That’s not to say we had no tests – there were several selenium tests
that tested functionality at a high level. The problem however was
making the required changes was going to be a time consuming (and
somewhat terrifying) process. The selenium tests provided a very slow
testing feedback loop and debugging a large closure comes with it’s
own challenges. If it’s scary changing your production code, then
you’re doing something wrong.

Modularity and Dependency Management

So we decided to do a complete overhaul and rewrite our Javascript
tags in CoffeeScript (smaller code base with clearer code). The
biggest problem the original code had was that it wasn’t modular and
thus difficult to test. Ideally we wanted to split our project into
multiple files that we could unit test. To do this we needed some
kind of dependency management system for Javascript, which in 2011
surprisingly isn’t standardized yet. We looked at several projects but
none of them really met our needs. Our users are quite sensitive about
the number of http requests 3rd party Javacript makes so solutions
that load several scripts in parallel weren’t an option (ex.
Requirejs). Others like Sprockets were close but didn’t quite support
everything we needed.

We ended up writing Dependence.js, a gem to manage our Javascript
dependencies. Dependence will compile all your files in a module into
a single file. Features include javascript and/or Coffeescript
compilation, dependency resolution (via a topological sort your
dependency graph), allowing you to use an “exports” object for your
modules interface, and optional compression using Google’s Closure
compiler. Check it out on github:

Fast Unit testing with Phantom.js

Another way we were looking to improve our Javascript setup was to
have a comprehensive suite of unit tests. After looking at several
possibilities we settled on using the Jasmine test framework
( in conjunction with PhantomJS (a
headless webkit browser). So far using Jasmine and PhantomJs together
has been awesome.
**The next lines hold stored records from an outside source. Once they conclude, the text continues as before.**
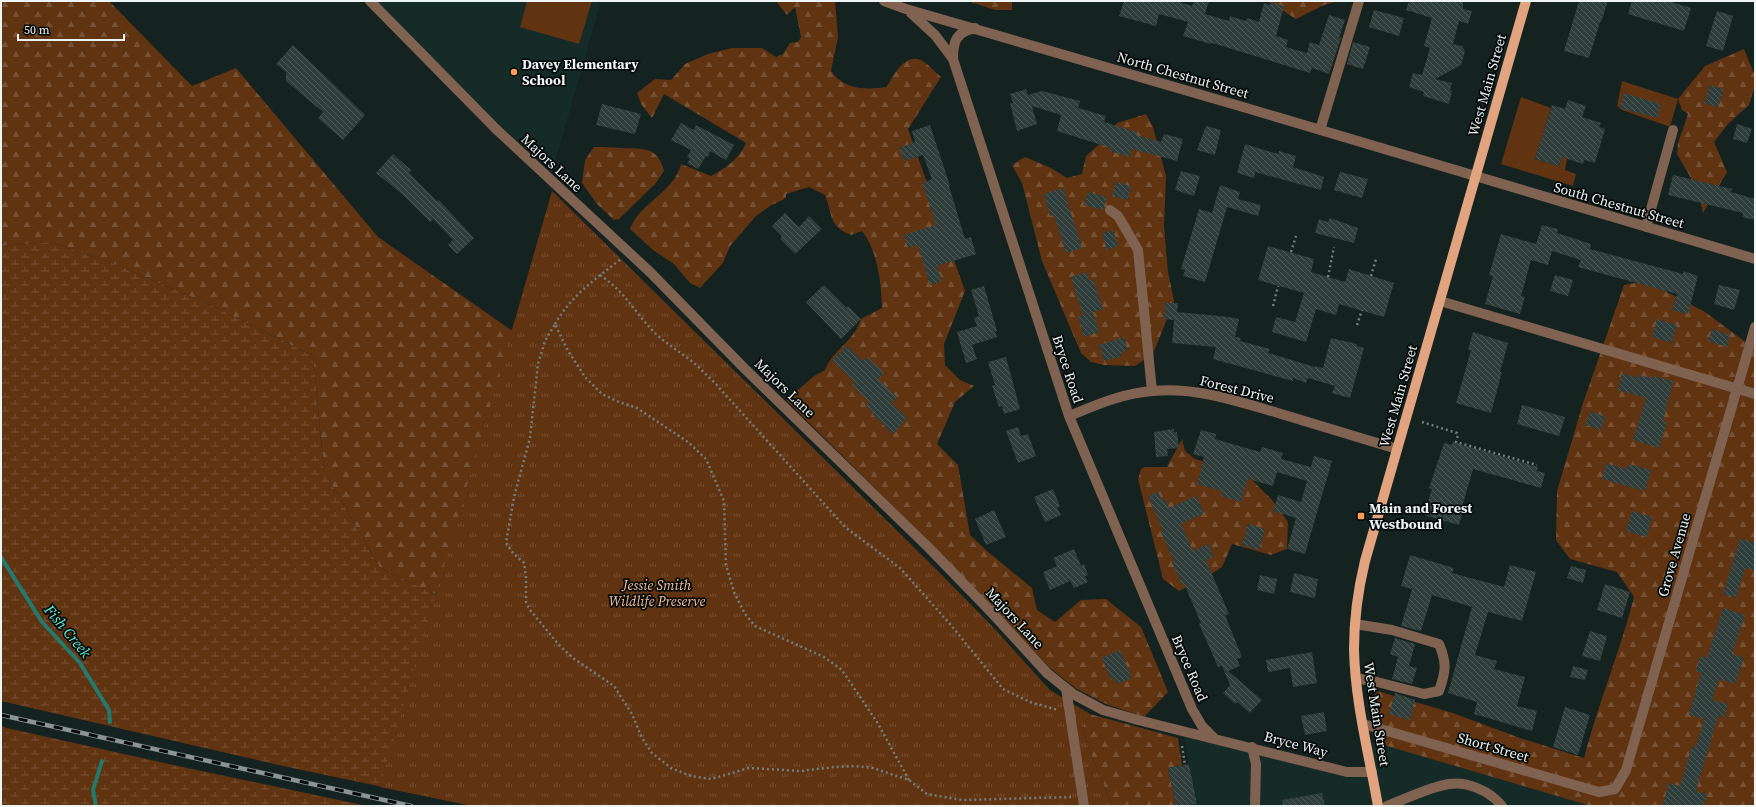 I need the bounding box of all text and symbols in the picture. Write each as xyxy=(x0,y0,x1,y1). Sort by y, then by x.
scale bar xyxy=(18,16,124,42)
text: 50 m xyxy=(24,22,50,38)
street label: West Main Street xyxy=(1463,31,1511,138)
street label: North Chestnut Street xyxy=(1115,47,1251,103)
place label: Davey Elementary School xyxy=(522,54,639,90)
marker: Davey Elementary School xyxy=(509,67,519,77)
street label: Majors Lane xyxy=(517,129,587,197)
street label: South Chestnut Street xyxy=(1552,177,1687,233)
street label: Bryce Road xyxy=(1048,332,1088,406)
street label: West Main Street xyxy=(1374,342,1422,449)
street label: Majors Lane xyxy=(750,354,820,422)
street label: Forest Drive xyxy=(1198,370,1276,408)
place label: Main and Forest Westbound xyxy=(1369,498,1473,534)
marker: Main and Forest Westbound xyxy=(1356,511,1366,521)
street label: Grove Avenue xyxy=(1653,511,1695,599)
park label: Jessie Smith Wildlife Preserve xyxy=(609,575,706,611)
street label: Majors Lane xyxy=(981,583,1049,653)
water label: Fish Creek xyxy=(39,599,97,663)
street label: Bryce Road xyxy=(1167,632,1213,705)
street label: West Main Street xyxy=(1359,661,1395,768)
street label: Bryce Way xyxy=(1262,726,1331,762)
street label: Short Street xyxy=(1455,727,1531,767) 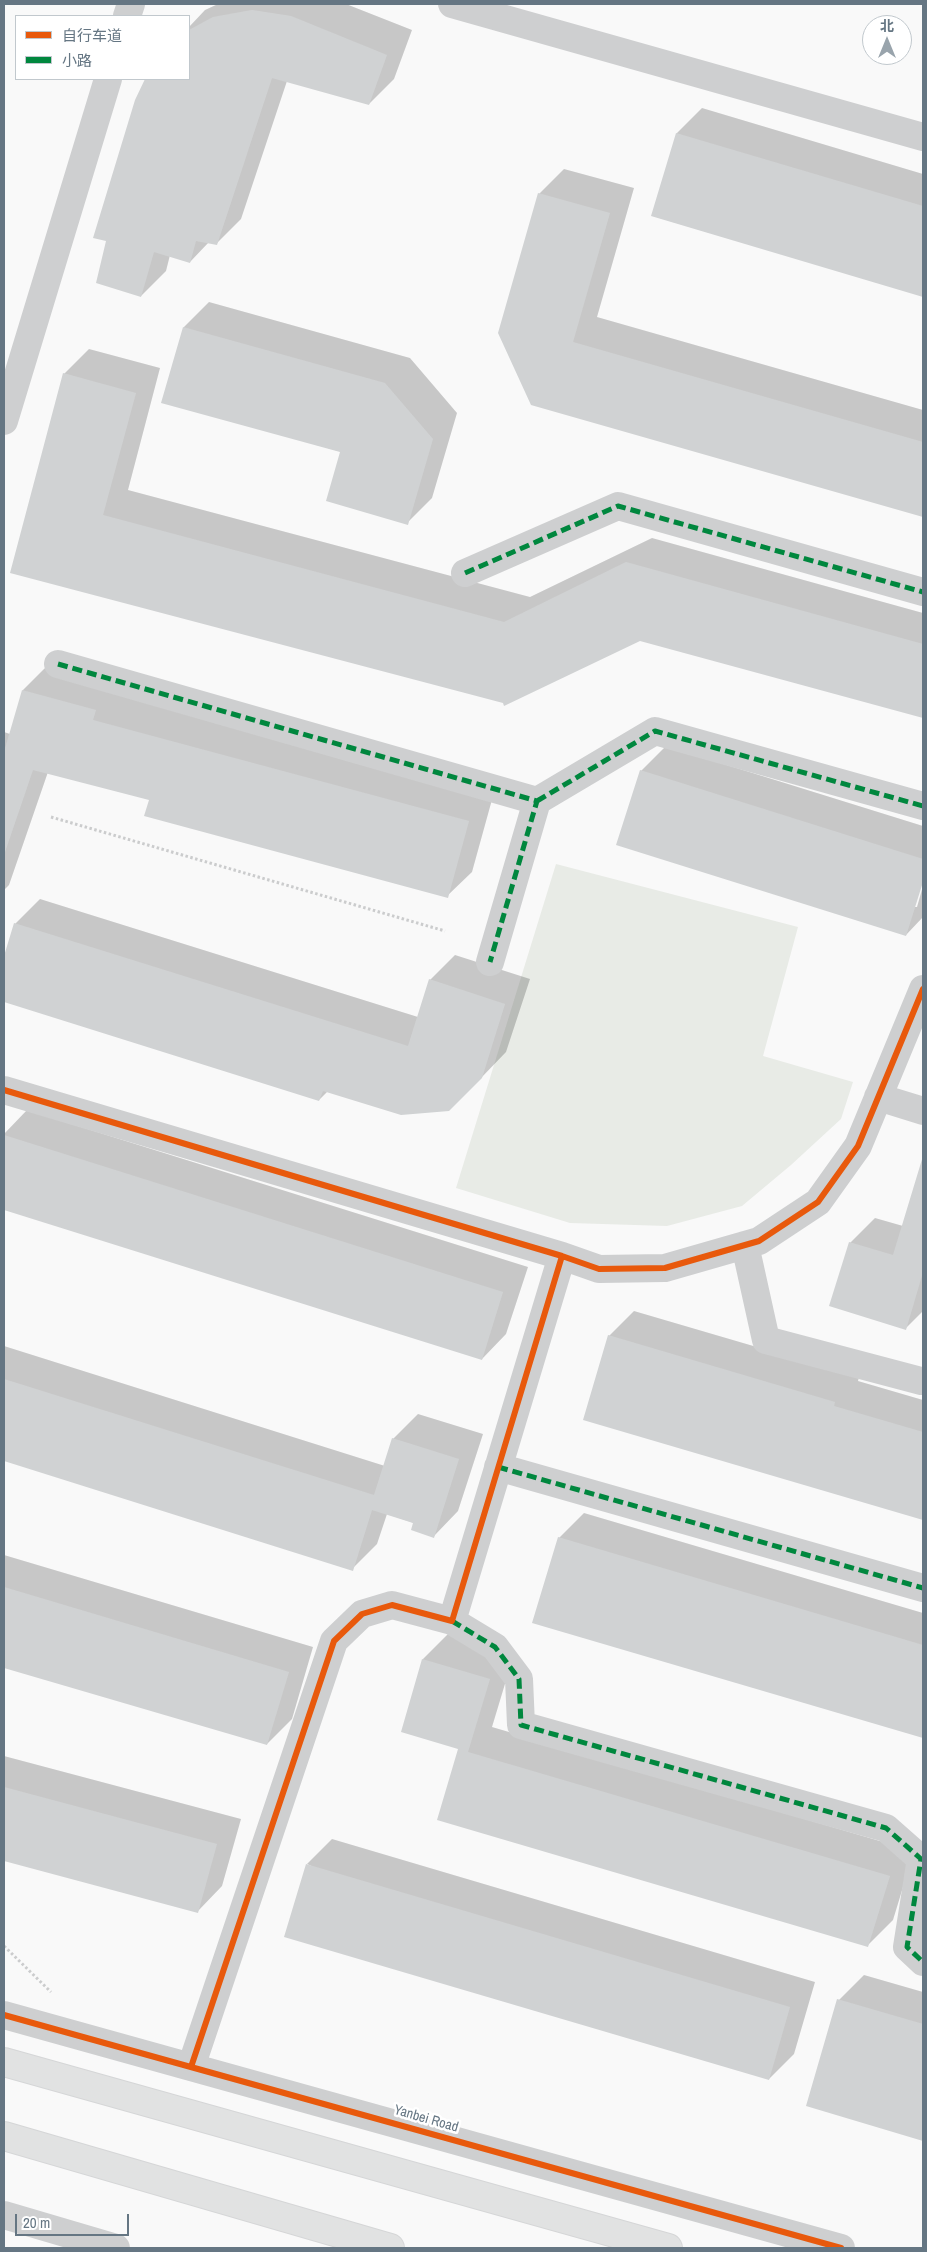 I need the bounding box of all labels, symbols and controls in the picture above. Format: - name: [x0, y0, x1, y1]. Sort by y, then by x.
- legend: [15, 15, 190, 80]
- north arrow: [862, 15, 912, 65]
- text: 北: [880, 17, 894, 35]
- text: 自行车道: [62, 25, 122, 46]
- text: 小路: [62, 50, 92, 71]
- street label: Yanbei Road: [392, 2102, 460, 2136]
- scale bar: [18, 2204, 131, 2236]
- text: 20 m: [23, 2212, 50, 2233]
As our Javascript is inherently DOM coupled, each of
our unit tests executes in a separate iframe (so each test has its own
separate document object). 126 unit tests later the entire suite runs
locally in about 0.1 seconds!

Functional Testing with Selenium

Our functional tests are still executed with Selenium webdriver.
Although there are alternative options such as HtmlUnit, we wanted to
test our code in real browsers and for this Selenium is still the best
option around. A combination of capybara and rspec make for writing
functional tests with a nicer api than then raw selenium. A bonus is
that capybara allows you to swap out selenium in favor of another
driver should we ever want to switch to something else. Lastly a
custom gem for creating static html fixtures allows us to
programmatically generate test pages for each possible configuration
option found in our Javascript module. You can find that here:

Wrapping up

The new code is far more modular, comprehensively tested and way
easier to extend. Overall working with Dependence.js, CoffeeScript,
PhantomJs, Capybara, Rspec and Selenium has been a workflow that works
great for us. If you have a different workflow that you like for
Javascript projects, let us know!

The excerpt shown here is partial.